● Exercise instructions
The data below is to be retyped exactly, line by line.
#### Source material
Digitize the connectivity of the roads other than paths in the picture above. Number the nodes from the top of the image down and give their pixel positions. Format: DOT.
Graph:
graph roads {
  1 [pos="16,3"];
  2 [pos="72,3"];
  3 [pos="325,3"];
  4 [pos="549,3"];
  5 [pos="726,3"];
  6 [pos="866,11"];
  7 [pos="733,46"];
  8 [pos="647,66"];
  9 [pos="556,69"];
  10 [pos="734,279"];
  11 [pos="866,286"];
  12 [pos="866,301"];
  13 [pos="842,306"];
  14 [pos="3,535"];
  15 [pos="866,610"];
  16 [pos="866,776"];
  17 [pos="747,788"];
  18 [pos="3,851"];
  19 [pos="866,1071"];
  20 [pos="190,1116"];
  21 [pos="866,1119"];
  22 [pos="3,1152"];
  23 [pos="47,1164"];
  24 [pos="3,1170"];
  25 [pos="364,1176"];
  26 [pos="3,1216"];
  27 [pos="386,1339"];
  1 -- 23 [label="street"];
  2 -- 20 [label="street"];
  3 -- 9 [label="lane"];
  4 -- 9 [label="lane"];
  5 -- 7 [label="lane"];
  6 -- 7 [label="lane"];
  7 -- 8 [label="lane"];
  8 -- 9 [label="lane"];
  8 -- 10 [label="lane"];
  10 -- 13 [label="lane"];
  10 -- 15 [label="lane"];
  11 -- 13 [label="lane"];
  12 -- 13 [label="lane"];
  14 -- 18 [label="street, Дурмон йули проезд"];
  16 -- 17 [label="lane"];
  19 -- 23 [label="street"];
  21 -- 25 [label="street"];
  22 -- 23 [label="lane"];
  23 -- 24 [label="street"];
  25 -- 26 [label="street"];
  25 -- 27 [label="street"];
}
########
● Result for this task
Digitize the connectivity of the roads other than paths in the picture above. Number the nodes from the top of the image down and give their pixel positions. Format: DOT.
Graph:
graph roads {
  1 [pos="16,3"];
  2 [pos="72,3"];
  3 [pos="325,3"];
  4 [pos="549,3"];
  5 [pos="726,3"];
  6 [pos="866,11"];
  7 [pos="733,46"];
  8 [pos="647,66"];
  9 [pos="556,69"];
  10 [pos="734,279"];
  11 [pos="866,286"];
  12 [pos="866,301"];
  13 [pos="842,306"];
  14 [pos="3,535"];
  15 [pos="866,610"];
  16 [pos="866,776"];
  17 [pos="747,788"];
  18 [pos="3,851"];
  19 [pos="866,1071"];
  20 [pos="190,1116"];
  21 [pos="866,1119"];
  22 [pos="3,1152"];
  23 [pos="47,1164"];
  24 [pos="3,1170"];
  25 [pos="364,1176"];
  26 [pos="3,1216"];
  27 [pos="386,1339"];
  1 -- 23 [label="street"];
  2 -- 20 [label="street"];
  3 -- 9 [label="lane"];
  4 -- 9 [label="lane"];
  5 -- 7 [label="lane"];
  6 -- 7 [label="lane"];
  7 -- 8 [label="lane"];
  8 -- 9 [label="lane"];
  8 -- 10 [label="lane"];
  10 -- 13 [label="lane"];
  10 -- 15 [label="lane"];
  11 -- 13 [label="lane"];
  12 -- 13 [label="lane"];
  14 -- 18 [label="street, Дурмон йули проезд"];
  16 -- 17 [label="lane"];
  19 -- 23 [label="street"];
  21 -- 25 [label="street"];
  22 -- 23 [label="lane"];
  23 -- 24 [label="street"];
  25 -- 26 [label="street"];
  25 -- 27 [label="street"];
}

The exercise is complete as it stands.